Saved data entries
>>

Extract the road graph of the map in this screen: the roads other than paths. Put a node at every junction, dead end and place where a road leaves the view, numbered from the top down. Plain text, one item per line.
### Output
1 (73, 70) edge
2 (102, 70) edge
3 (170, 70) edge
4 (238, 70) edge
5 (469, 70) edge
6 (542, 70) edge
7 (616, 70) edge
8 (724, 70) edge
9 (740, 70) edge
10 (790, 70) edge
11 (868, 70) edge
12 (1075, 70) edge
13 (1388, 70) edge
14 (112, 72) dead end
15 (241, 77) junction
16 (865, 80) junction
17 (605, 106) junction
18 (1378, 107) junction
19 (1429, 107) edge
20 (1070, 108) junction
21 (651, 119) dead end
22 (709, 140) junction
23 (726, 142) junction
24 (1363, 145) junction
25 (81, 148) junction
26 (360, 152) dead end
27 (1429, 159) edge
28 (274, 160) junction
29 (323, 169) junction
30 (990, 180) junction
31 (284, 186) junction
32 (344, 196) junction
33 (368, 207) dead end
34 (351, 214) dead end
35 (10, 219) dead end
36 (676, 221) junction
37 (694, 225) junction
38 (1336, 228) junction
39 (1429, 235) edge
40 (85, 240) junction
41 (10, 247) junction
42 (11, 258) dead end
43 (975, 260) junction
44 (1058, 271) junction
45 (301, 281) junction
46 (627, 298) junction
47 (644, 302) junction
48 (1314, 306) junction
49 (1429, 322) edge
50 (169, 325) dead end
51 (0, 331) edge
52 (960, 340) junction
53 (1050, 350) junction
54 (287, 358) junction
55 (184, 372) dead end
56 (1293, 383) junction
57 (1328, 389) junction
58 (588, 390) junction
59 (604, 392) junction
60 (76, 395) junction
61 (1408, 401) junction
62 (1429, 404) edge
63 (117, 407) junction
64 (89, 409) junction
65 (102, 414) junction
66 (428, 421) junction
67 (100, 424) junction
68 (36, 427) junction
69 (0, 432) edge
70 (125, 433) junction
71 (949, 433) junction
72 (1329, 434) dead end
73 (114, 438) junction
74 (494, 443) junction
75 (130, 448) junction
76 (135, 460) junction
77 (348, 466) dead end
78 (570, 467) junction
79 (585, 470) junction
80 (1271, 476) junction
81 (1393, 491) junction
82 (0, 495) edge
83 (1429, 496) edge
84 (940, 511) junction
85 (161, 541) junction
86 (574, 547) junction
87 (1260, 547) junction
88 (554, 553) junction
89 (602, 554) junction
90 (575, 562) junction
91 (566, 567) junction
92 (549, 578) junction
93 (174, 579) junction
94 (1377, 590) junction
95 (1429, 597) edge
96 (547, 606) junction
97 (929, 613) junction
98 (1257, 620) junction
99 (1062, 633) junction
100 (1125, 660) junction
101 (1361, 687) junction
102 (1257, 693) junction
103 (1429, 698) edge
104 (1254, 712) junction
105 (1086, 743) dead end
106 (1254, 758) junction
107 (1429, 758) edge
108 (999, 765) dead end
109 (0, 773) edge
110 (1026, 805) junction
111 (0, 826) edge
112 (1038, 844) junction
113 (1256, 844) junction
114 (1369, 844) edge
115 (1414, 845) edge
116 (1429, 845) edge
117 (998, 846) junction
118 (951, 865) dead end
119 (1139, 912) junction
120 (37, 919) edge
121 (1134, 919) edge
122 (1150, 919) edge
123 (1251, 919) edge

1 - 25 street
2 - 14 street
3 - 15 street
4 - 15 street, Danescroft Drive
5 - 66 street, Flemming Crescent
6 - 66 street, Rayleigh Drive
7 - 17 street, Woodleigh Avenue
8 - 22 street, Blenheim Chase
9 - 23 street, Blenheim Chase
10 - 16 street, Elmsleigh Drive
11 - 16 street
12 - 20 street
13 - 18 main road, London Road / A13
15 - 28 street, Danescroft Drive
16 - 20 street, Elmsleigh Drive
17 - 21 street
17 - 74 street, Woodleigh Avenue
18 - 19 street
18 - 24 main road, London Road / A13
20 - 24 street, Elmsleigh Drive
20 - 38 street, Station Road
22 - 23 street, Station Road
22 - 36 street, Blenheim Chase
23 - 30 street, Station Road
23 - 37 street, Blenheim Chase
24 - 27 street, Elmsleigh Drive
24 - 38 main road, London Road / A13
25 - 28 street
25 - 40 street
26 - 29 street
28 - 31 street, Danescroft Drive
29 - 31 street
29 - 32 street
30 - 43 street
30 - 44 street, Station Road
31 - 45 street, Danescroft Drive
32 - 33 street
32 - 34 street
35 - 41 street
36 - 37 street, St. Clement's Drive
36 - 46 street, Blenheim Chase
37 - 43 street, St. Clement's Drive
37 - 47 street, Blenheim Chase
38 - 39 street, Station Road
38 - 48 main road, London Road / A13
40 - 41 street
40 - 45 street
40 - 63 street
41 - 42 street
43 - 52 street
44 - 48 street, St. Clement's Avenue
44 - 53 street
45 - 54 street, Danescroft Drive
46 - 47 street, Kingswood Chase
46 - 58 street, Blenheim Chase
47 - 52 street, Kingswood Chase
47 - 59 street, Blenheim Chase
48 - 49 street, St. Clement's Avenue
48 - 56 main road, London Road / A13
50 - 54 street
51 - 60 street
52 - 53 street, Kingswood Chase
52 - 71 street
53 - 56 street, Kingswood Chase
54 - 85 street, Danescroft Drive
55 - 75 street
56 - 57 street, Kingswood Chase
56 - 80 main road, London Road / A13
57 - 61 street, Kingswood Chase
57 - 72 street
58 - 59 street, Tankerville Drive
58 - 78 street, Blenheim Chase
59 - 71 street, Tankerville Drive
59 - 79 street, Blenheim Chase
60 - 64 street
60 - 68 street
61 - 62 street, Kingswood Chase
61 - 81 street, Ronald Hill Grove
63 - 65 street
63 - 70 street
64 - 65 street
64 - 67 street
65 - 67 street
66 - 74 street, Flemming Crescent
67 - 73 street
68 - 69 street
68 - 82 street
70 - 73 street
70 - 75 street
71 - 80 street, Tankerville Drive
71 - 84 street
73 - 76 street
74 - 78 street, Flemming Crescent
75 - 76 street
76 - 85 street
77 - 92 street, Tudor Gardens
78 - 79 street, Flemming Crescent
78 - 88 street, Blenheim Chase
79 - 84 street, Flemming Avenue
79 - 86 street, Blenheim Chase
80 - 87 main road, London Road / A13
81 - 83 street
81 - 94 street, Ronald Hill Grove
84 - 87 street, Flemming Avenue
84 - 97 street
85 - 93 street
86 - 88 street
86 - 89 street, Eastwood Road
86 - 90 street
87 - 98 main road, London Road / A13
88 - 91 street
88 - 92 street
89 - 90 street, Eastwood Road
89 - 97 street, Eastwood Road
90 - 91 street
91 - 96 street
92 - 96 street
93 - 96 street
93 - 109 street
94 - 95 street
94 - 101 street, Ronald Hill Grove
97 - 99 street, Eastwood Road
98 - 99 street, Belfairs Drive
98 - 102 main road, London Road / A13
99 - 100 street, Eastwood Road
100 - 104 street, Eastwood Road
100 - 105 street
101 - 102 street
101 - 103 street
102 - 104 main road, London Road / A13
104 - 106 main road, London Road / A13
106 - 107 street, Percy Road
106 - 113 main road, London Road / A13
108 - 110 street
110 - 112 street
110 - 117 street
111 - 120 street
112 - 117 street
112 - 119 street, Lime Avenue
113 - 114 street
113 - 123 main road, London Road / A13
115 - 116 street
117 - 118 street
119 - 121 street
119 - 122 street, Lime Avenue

<<

WORK INSTRUCTIONS »
The entries need to be set down again in full, with no word changed.

OUTPUT BELOW »
Extract the road graph of the map in this screen: the roads other than paths. Put a node at every junction, dead end and place where a road leaves the view, numbered from the top down. Plain text, one item per line.
### Output
1 (73, 70) edge
2 (102, 70) edge
3 (170, 70) edge
4 (238, 70) edge
5 (469, 70) edge
6 (542, 70) edge
7 (616, 70) edge
8 (724, 70) edge
9 (740, 70) edge
10 (790, 70) edge
11 (868, 70) edge
12 (1075, 70) edge
13 (1388, 70) edge
14 (112, 72) dead end
15 (241, 77) junction
16 (865, 80) junction
17 (605, 106) junction
18 (1378, 107) junction
19 (1429, 107) edge
20 (1070, 108) junction
21 (651, 119) dead end
22 (709, 140) junction
23 (726, 142) junction
24 (1363, 145) junction
25 (81, 148) junction
26 (360, 152) dead end
27 (1429, 159) edge
28 (274, 160) junction
29 (323, 169) junction
30 (990, 180) junction
31 (284, 186) junction
32 (344, 196) junction
33 (368, 207) dead end
34 (351, 214) dead end
35 (10, 219) dead end
36 (676, 221) junction
37 (694, 225) junction
38 (1336, 228) junction
39 (1429, 235) edge
40 (85, 240) junction
41 (10, 247) junction
42 (11, 258) dead end
43 (975, 260) junction
44 (1058, 271) junction
45 (301, 281) junction
46 (627, 298) junction
47 (644, 302) junction
48 (1314, 306) junction
49 (1429, 322) edge
50 (169, 325) dead end
51 (0, 331) edge
52 (960, 340) junction
53 (1050, 350) junction
54 (287, 358) junction
55 (184, 372) dead end
56 (1293, 383) junction
57 (1328, 389) junction
58 (588, 390) junction
59 (604, 392) junction
60 (76, 395) junction
61 (1408, 401) junction
62 (1429, 404) edge
63 (117, 407) junction
64 (89, 409) junction
65 (102, 414) junction
66 (428, 421) junction
67 (100, 424) junction
68 (36, 427) junction
69 (0, 432) edge
70 (125, 433) junction
71 (949, 433) junction
72 (1329, 434) dead end
73 (114, 438) junction
74 (494, 443) junction
75 (130, 448) junction
76 (135, 460) junction
77 (348, 466) dead end
78 (570, 467) junction
79 (585, 470) junction
80 (1271, 476) junction
81 (1393, 491) junction
82 (0, 495) edge
83 (1429, 496) edge
84 (940, 511) junction
85 (161, 541) junction
86 (574, 547) junction
87 (1260, 547) junction
88 (554, 553) junction
89 (602, 554) junction
90 (575, 562) junction
91 (566, 567) junction
92 (549, 578) junction
93 (174, 579) junction
94 (1377, 590) junction
95 (1429, 597) edge
96 (547, 606) junction
97 (929, 613) junction
98 (1257, 620) junction
99 (1062, 633) junction
100 (1125, 660) junction
101 (1361, 687) junction
102 (1257, 693) junction
103 (1429, 698) edge
104 (1254, 712) junction
105 (1086, 743) dead end
106 (1254, 758) junction
107 (1429, 758) edge
108 (999, 765) dead end
109 (0, 773) edge
110 (1026, 805) junction
111 (0, 826) edge
112 (1038, 844) junction
113 (1256, 844) junction
114 (1369, 844) edge
115 (1414, 845) edge
116 (1429, 845) edge
117 (998, 846) junction
118 (951, 865) dead end
119 (1139, 912) junction
120 (37, 919) edge
121 (1134, 919) edge
122 (1150, 919) edge
123 (1251, 919) edge

1 - 25 street
2 - 14 street
3 - 15 street
4 - 15 street, Danescroft Drive
5 - 66 street, Flemming Crescent
6 - 66 street, Rayleigh Drive
7 - 17 street, Woodleigh Avenue
8 - 22 street, Blenheim Chase
9 - 23 street, Blenheim Chase
10 - 16 street, Elmsleigh Drive
11 - 16 street
12 - 20 street
13 - 18 main road, London Road / A13
15 - 28 street, Danescroft Drive
16 - 20 street, Elmsleigh Drive
17 - 21 street
17 - 74 street, Woodleigh Avenue
18 - 19 street
18 - 24 main road, London Road / A13
20 - 24 street, Elmsleigh Drive
20 - 38 street, Station Road
22 - 23 street, Station Road
22 - 36 street, Blenheim Chase
23 - 30 street, Station Road
23 - 37 street, Blenheim Chase
24 - 27 street, Elmsleigh Drive
24 - 38 main road, London Road / A13
25 - 28 street
25 - 40 street
26 - 29 street
28 - 31 street, Danescroft Drive
29 - 31 street
29 - 32 street
30 - 43 street
30 - 44 street, Station Road
31 - 45 street, Danescroft Drive
32 - 33 street
32 - 34 street
35 - 41 street
36 - 37 street, St. Clement's Drive
36 - 46 street, Blenheim Chase
37 - 43 street, St. Clement's Drive
37 - 47 street, Blenheim Chase
38 - 39 street, Station Road
38 - 48 main road, London Road / A13
40 - 41 street
40 - 45 street
40 - 63 street
41 - 42 street
43 - 52 street
44 - 48 street, St. Clement's Avenue
44 - 53 street
45 - 54 street, Danescroft Drive
46 - 47 street, Kingswood Chase
46 - 58 street, Blenheim Chase
47 - 52 street, Kingswood Chase
47 - 59 street, Blenheim Chase
48 - 49 street, St. Clement's Avenue
48 - 56 main road, London Road / A13
50 - 54 street
51 - 60 street
52 - 53 street, Kingswood Chase
52 - 71 street
53 - 56 street, Kingswood Chase
54 - 85 street, Danescroft Drive
55 - 75 street
56 - 57 street, Kingswood Chase
56 - 80 main road, London Road / A13
57 - 61 street, Kingswood Chase
57 - 72 street
58 - 59 street, Tankerville Drive
58 - 78 street, Blenheim Chase
59 - 71 street, Tankerville Drive
59 - 79 street, Blenheim Chase
60 - 64 street
60 - 68 street
61 - 62 street, Kingswood Chase
61 - 81 street, Ronald Hill Grove
63 - 65 street
63 - 70 street
64 - 65 street
64 - 67 street
65 - 67 street
66 - 74 street, Flemming Crescent
67 - 73 street
68 - 69 street
68 - 82 street
70 - 73 street
70 - 75 street
71 - 80 street, Tankerville Drive
71 - 84 street
73 - 76 street
74 - 78 street, Flemming Crescent
75 - 76 street
76 - 85 street
77 - 92 street, Tudor Gardens
78 - 79 street, Flemming Crescent
78 - 88 street, Blenheim Chase
79 - 84 street, Flemming Avenue
79 - 86 street, Blenheim Chase
80 - 87 main road, London Road / A13
81 - 83 street
81 - 94 street, Ronald Hill Grove
84 - 87 street, Flemming Avenue
84 - 97 street
85 - 93 street
86 - 88 street
86 - 89 street, Eastwood Road
86 - 90 street
87 - 98 main road, London Road / A13
88 - 91 street
88 - 92 street
89 - 90 street, Eastwood Road
89 - 97 street, Eastwood Road
90 - 91 street
91 - 96 street
92 - 96 street
93 - 96 street
93 - 109 street
94 - 95 street
94 - 101 street, Ronald Hill Grove
97 - 99 street, Eastwood Road
98 - 99 street, Belfairs Drive
98 - 102 main road, London Road / A13
99 - 100 street, Eastwood Road
100 - 104 street, Eastwood Road
100 - 105 street
101 - 102 street
101 - 103 street
102 - 104 main road, London Road / A13
104 - 106 main road, London Road / A13
106 - 107 street, Percy Road
106 - 113 main road, London Road / A13
108 - 110 street
110 - 112 street
110 - 117 street
111 - 120 street
112 - 117 street
112 - 119 street, Lime Avenue
113 - 114 street
113 - 123 main road, London Road / A13
115 - 116 street
117 - 118 street
119 - 121 street
119 - 122 street, Lime Avenue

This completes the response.